Records for this exercise:
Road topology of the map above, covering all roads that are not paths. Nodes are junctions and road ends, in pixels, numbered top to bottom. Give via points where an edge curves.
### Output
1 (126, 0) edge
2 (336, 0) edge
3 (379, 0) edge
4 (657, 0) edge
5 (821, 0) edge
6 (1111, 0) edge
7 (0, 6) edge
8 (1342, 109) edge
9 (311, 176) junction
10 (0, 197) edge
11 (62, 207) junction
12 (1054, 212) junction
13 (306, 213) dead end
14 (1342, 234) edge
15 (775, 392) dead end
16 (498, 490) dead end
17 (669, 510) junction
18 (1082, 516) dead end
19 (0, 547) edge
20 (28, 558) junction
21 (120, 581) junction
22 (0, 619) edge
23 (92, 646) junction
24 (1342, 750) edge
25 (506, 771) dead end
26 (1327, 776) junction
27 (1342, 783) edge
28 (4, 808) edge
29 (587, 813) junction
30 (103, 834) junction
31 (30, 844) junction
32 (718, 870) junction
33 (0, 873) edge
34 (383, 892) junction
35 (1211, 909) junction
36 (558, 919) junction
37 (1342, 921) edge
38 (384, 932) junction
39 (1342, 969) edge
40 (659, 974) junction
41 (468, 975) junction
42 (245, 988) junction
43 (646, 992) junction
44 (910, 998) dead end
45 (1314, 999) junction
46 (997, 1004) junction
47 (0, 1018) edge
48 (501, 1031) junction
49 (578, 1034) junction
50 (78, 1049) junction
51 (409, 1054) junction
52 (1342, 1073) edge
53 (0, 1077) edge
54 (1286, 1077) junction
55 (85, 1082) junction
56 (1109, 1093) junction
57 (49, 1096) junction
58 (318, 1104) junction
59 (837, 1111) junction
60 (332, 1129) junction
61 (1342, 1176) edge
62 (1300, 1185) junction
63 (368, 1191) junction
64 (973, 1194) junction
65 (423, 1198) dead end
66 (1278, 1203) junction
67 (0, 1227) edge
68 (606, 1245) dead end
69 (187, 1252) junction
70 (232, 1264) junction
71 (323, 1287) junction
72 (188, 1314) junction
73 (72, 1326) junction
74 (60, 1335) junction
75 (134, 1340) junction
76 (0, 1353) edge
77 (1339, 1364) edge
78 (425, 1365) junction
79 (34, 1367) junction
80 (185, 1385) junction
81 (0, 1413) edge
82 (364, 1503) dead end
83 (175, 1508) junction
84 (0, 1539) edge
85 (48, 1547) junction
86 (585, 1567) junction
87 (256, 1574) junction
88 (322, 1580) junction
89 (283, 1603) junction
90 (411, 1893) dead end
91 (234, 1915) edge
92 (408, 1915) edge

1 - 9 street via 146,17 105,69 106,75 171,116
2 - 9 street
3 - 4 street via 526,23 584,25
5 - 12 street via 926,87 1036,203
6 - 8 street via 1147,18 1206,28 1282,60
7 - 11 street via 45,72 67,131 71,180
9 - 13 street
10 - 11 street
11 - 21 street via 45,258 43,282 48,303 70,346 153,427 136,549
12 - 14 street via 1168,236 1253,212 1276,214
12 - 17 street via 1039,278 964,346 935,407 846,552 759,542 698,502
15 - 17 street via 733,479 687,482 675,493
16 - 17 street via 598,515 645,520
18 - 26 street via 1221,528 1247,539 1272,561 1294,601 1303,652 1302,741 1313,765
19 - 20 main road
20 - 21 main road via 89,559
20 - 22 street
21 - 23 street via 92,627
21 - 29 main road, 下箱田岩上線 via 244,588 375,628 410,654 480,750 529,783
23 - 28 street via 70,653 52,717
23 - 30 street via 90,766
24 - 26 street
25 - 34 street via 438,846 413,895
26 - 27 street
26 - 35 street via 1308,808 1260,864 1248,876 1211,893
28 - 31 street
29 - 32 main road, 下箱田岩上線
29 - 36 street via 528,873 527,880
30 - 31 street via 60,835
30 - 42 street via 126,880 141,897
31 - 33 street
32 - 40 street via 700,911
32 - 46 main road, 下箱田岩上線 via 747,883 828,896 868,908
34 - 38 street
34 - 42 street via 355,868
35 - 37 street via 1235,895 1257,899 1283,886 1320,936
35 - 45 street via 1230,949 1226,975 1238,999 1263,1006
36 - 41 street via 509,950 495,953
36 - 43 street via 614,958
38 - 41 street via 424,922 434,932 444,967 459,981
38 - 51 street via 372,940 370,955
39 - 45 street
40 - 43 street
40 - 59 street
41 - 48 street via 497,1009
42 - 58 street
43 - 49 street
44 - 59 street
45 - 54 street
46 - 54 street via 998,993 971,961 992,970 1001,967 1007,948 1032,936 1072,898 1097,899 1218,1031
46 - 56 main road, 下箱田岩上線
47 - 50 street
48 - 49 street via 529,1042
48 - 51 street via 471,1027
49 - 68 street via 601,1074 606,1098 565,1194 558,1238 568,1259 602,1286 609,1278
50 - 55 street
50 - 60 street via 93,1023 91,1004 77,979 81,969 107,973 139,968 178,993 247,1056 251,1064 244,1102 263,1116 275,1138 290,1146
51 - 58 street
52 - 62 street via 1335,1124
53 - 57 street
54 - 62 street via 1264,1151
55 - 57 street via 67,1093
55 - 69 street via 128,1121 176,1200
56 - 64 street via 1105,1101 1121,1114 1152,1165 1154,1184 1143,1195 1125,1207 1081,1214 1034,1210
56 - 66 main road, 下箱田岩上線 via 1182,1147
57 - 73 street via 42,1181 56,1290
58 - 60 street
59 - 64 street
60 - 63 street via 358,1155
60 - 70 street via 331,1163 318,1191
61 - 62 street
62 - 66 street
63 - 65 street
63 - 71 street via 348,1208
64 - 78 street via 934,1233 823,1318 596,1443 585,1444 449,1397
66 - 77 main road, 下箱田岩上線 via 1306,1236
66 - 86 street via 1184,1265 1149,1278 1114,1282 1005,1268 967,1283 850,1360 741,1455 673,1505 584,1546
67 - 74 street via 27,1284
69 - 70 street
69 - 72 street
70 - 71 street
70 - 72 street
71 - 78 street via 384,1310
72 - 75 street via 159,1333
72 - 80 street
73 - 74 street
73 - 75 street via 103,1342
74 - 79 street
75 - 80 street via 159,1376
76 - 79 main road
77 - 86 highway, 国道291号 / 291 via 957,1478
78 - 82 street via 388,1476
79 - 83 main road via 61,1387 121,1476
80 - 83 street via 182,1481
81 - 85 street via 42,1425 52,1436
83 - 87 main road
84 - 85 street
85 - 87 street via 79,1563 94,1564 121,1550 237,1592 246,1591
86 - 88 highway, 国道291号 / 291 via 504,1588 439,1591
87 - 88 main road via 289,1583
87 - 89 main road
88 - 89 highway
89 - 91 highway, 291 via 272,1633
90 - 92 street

Exercise prompt: In full and without edits, return the listing.

Output:
Road topology of the map above, covering all roads that are not paths. Nodes are junctions and road ends, in pixels, numbered top to bottom. Give via points where an edge curves.
### Output
1 (126, 0) edge
2 (336, 0) edge
3 (379, 0) edge
4 (657, 0) edge
5 (821, 0) edge
6 (1111, 0) edge
7 (0, 6) edge
8 (1342, 109) edge
9 (311, 176) junction
10 (0, 197) edge
11 (62, 207) junction
12 (1054, 212) junction
13 (306, 213) dead end
14 (1342, 234) edge
15 (775, 392) dead end
16 (498, 490) dead end
17 (669, 510) junction
18 (1082, 516) dead end
19 (0, 547) edge
20 (28, 558) junction
21 (120, 581) junction
22 (0, 619) edge
23 (92, 646) junction
24 (1342, 750) edge
25 (506, 771) dead end
26 (1327, 776) junction
27 (1342, 783) edge
28 (4, 808) edge
29 (587, 813) junction
30 (103, 834) junction
31 (30, 844) junction
32 (718, 870) junction
33 (0, 873) edge
34 (383, 892) junction
35 (1211, 909) junction
36 (558, 919) junction
37 (1342, 921) edge
38 (384, 932) junction
39 (1342, 969) edge
40 (659, 974) junction
41 (468, 975) junction
42 (245, 988) junction
43 (646, 992) junction
44 (910, 998) dead end
45 (1314, 999) junction
46 (997, 1004) junction
47 (0, 1018) edge
48 (501, 1031) junction
49 (578, 1034) junction
50 (78, 1049) junction
51 (409, 1054) junction
52 (1342, 1073) edge
53 (0, 1077) edge
54 (1286, 1077) junction
55 (85, 1082) junction
56 (1109, 1093) junction
57 (49, 1096) junction
58 (318, 1104) junction
59 (837, 1111) junction
60 (332, 1129) junction
61 (1342, 1176) edge
62 (1300, 1185) junction
63 (368, 1191) junction
64 (973, 1194) junction
65 (423, 1198) dead end
66 (1278, 1203) junction
67 (0, 1227) edge
68 (606, 1245) dead end
69 (187, 1252) junction
70 (232, 1264) junction
71 (323, 1287) junction
72 (188, 1314) junction
73 (72, 1326) junction
74 (60, 1335) junction
75 (134, 1340) junction
76 (0, 1353) edge
77 (1339, 1364) edge
78 (425, 1365) junction
79 (34, 1367) junction
80 (185, 1385) junction
81 (0, 1413) edge
82 (364, 1503) dead end
83 (175, 1508) junction
84 (0, 1539) edge
85 (48, 1547) junction
86 (585, 1567) junction
87 (256, 1574) junction
88 (322, 1580) junction
89 (283, 1603) junction
90 (411, 1893) dead end
91 (234, 1915) edge
92 (408, 1915) edge

1 - 9 street via 146,17 105,69 106,75 171,116
2 - 9 street
3 - 4 street via 526,23 584,25
5 - 12 street via 926,87 1036,203
6 - 8 street via 1147,18 1206,28 1282,60
7 - 11 street via 45,72 67,131 71,180
9 - 13 street
10 - 11 street
11 - 21 street via 45,258 43,282 48,303 70,346 153,427 136,549
12 - 14 street via 1168,236 1253,212 1276,214
12 - 17 street via 1039,278 964,346 935,407 846,552 759,542 698,502
15 - 17 street via 733,479 687,482 675,493
16 - 17 street via 598,515 645,520
18 - 26 street via 1221,528 1247,539 1272,561 1294,601 1303,652 1302,741 1313,765
19 - 20 main road
20 - 21 main road via 89,559
20 - 22 street
21 - 23 street via 92,627
21 - 29 main road, 下箱田岩上線 via 244,588 375,628 410,654 480,750 529,783
23 - 28 street via 70,653 52,717
23 - 30 street via 90,766
24 - 26 street
25 - 34 street via 438,846 413,895
26 - 27 street
26 - 35 street via 1308,808 1260,864 1248,876 1211,893
28 - 31 street
29 - 32 main road, 下箱田岩上線
29 - 36 street via 528,873 527,880
30 - 31 street via 60,835
30 - 42 street via 126,880 141,897
31 - 33 street
32 - 40 street via 700,911
32 - 46 main road, 下箱田岩上線 via 747,883 828,896 868,908
34 - 38 street
34 - 42 street via 355,868
35 - 37 street via 1235,895 1257,899 1283,886 1320,936
35 - 45 street via 1230,949 1226,975 1238,999 1263,1006
36 - 41 street via 509,950 495,953
36 - 43 street via 614,958
38 - 41 street via 424,922 434,932 444,967 459,981
38 - 51 street via 372,940 370,955
39 - 45 street
40 - 43 street
40 - 59 street
41 - 48 street via 497,1009
42 - 58 street
43 - 49 street
44 - 59 street
45 - 54 street
46 - 54 street via 998,993 971,961 992,970 1001,967 1007,948 1032,936 1072,898 1097,899 1218,1031
46 - 56 main road, 下箱田岩上線
47 - 50 street
48 - 49 street via 529,1042
48 - 51 street via 471,1027
49 - 68 street via 601,1074 606,1098 565,1194 558,1238 568,1259 602,1286 609,1278
50 - 55 street
50 - 60 street via 93,1023 91,1004 77,979 81,969 107,973 139,968 178,993 247,1056 251,1064 244,1102 263,1116 275,1138 290,1146
51 - 58 street
52 - 62 street via 1335,1124
53 - 57 street
54 - 62 street via 1264,1151
55 - 57 street via 67,1093
55 - 69 street via 128,1121 176,1200
56 - 64 street via 1105,1101 1121,1114 1152,1165 1154,1184 1143,1195 1125,1207 1081,1214 1034,1210
56 - 66 main road, 下箱田岩上線 via 1182,1147
57 - 73 street via 42,1181 56,1290
58 - 60 street
59 - 64 street
60 - 63 street via 358,1155
60 - 70 street via 331,1163 318,1191
61 - 62 street
62 - 66 street
63 - 65 street
63 - 71 street via 348,1208
64 - 78 street via 934,1233 823,1318 596,1443 585,1444 449,1397
66 - 77 main road, 下箱田岩上線 via 1306,1236
66 - 86 street via 1184,1265 1149,1278 1114,1282 1005,1268 967,1283 850,1360 741,1455 673,1505 584,1546
67 - 74 street via 27,1284
69 - 70 street
69 - 72 street
70 - 71 street
70 - 72 street
71 - 78 street via 384,1310
72 - 75 street via 159,1333
72 - 80 street
73 - 74 street
73 - 75 street via 103,1342
74 - 79 street
75 - 80 street via 159,1376
76 - 79 main road
77 - 86 highway, 国道291号 / 291 via 957,1478
78 - 82 street via 388,1476
79 - 83 main road via 61,1387 121,1476
80 - 83 street via 182,1481
81 - 85 street via 42,1425 52,1436
83 - 87 main road
84 - 85 street
85 - 87 street via 79,1563 94,1564 121,1550 237,1592 246,1591
86 - 88 highway, 国道291号 / 291 via 504,1588 439,1591
87 - 88 main road via 289,1583
87 - 89 main road
88 - 89 highway
89 - 91 highway, 291 via 272,1633
90 - 92 street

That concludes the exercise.